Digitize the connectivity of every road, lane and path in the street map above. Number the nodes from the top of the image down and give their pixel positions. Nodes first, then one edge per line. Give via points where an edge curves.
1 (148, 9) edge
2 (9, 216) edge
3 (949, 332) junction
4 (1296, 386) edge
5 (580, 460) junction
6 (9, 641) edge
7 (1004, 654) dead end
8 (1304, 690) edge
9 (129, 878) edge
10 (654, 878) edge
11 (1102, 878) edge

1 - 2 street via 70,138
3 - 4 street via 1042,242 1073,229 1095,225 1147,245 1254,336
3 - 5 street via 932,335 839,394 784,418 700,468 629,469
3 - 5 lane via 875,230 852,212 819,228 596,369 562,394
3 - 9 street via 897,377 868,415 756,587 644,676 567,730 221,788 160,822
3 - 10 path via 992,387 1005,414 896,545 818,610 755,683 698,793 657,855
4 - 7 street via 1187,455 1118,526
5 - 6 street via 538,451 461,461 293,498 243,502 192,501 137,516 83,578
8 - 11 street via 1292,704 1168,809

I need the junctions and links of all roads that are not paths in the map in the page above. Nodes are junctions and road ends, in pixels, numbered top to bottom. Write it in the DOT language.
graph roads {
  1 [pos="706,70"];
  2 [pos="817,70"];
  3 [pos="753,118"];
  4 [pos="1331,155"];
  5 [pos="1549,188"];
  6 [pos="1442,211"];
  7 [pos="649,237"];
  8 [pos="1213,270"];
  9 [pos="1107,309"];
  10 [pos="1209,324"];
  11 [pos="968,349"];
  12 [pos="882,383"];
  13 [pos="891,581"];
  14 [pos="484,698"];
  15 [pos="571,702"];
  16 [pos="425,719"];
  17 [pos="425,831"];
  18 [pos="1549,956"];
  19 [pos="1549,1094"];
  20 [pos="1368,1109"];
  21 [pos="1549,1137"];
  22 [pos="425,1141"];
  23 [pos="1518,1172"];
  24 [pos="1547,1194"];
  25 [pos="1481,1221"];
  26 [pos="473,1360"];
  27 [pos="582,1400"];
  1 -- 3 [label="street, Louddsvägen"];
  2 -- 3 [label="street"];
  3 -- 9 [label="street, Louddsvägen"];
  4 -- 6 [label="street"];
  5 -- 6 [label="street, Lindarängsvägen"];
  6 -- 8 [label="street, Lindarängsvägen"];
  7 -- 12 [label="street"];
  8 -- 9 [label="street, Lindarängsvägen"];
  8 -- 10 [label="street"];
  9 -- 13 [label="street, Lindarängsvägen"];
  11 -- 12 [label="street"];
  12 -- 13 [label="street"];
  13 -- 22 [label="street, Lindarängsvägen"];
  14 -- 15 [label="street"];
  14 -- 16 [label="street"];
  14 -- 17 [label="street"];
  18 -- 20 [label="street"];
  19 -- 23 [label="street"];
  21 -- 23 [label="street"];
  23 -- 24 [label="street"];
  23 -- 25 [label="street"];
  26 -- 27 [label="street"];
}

-*-*-

What this task involves:
Reproduce all of the entries word for word.

Exercise result:
Digitize the connectivity of every road, lane and path in the street map above. Number the nodes from the top of the image down and give their pixel positions. Nodes first, then one edge per line. Give via points where an edge curves.
1 (148, 9) edge
2 (9, 216) edge
3 (949, 332) junction
4 (1296, 386) edge
5 (580, 460) junction
6 (9, 641) edge
7 (1004, 654) dead end
8 (1304, 690) edge
9 (129, 878) edge
10 (654, 878) edge
11 (1102, 878) edge

1 - 2 street via 70,138
3 - 4 street via 1042,242 1073,229 1095,225 1147,245 1254,336
3 - 5 street via 932,335 839,394 784,418 700,468 629,469
3 - 5 lane via 875,230 852,212 819,228 596,369 562,394
3 - 9 street via 897,377 868,415 756,587 644,676 567,730 221,788 160,822
3 - 10 path via 992,387 1005,414 896,545 818,610 755,683 698,793 657,855
4 - 7 street via 1187,455 1118,526
5 - 6 street via 538,451 461,461 293,498 243,502 192,501 137,516 83,578
8 - 11 street via 1292,704 1168,809

I need the junctions and links of all roads that are not paths in the map in the page above. Nodes are junctions and road ends, in pixels, numbered top to bottom. Write it in the DOT language.
graph roads {
  1 [pos="706,70"];
  2 [pos="817,70"];
  3 [pos="753,118"];
  4 [pos="1331,155"];
  5 [pos="1549,188"];
  6 [pos="1442,211"];
  7 [pos="649,237"];
  8 [pos="1213,270"];
  9 [pos="1107,309"];
  10 [pos="1209,324"];
  11 [pos="968,349"];
  12 [pos="882,383"];
  13 [pos="891,581"];
  14 [pos="484,698"];
  15 [pos="571,702"];
  16 [pos="425,719"];
  17 [pos="425,831"];
  18 [pos="1549,956"];
  19 [pos="1549,1094"];
  20 [pos="1368,1109"];
  21 [pos="1549,1137"];
  22 [pos="425,1141"];
  23 [pos="1518,1172"];
  24 [pos="1547,1194"];
  25 [pos="1481,1221"];
  26 [pos="473,1360"];
  27 [pos="582,1400"];
  1 -- 3 [label="street, Louddsvägen"];
  2 -- 3 [label="street"];
  3 -- 9 [label="street, Louddsvägen"];
  4 -- 6 [label="street"];
  5 -- 6 [label="street, Lindarängsvägen"];
  6 -- 8 [label="street, Lindarängsvägen"];
  7 -- 12 [label="street"];
  8 -- 9 [label="street, Lindarängsvägen"];
  8 -- 10 [label="street"];
  9 -- 13 [label="street, Lindarängsvägen"];
  11 -- 12 [label="street"];
  12 -- 13 [label="street"];
  13 -- 22 [label="street, Lindarängsvägen"];
  14 -- 15 [label="street"];
  14 -- 16 [label="street"];
  14 -- 17 [label="street"];
  18 -- 20 [label="street"];
  19 -- 23 [label="street"];
  21 -- 23 [label="street"];
  23 -- 24 [label="street"];
  23 -- 25 [label="street"];
  26 -- 27 [label="street"];
}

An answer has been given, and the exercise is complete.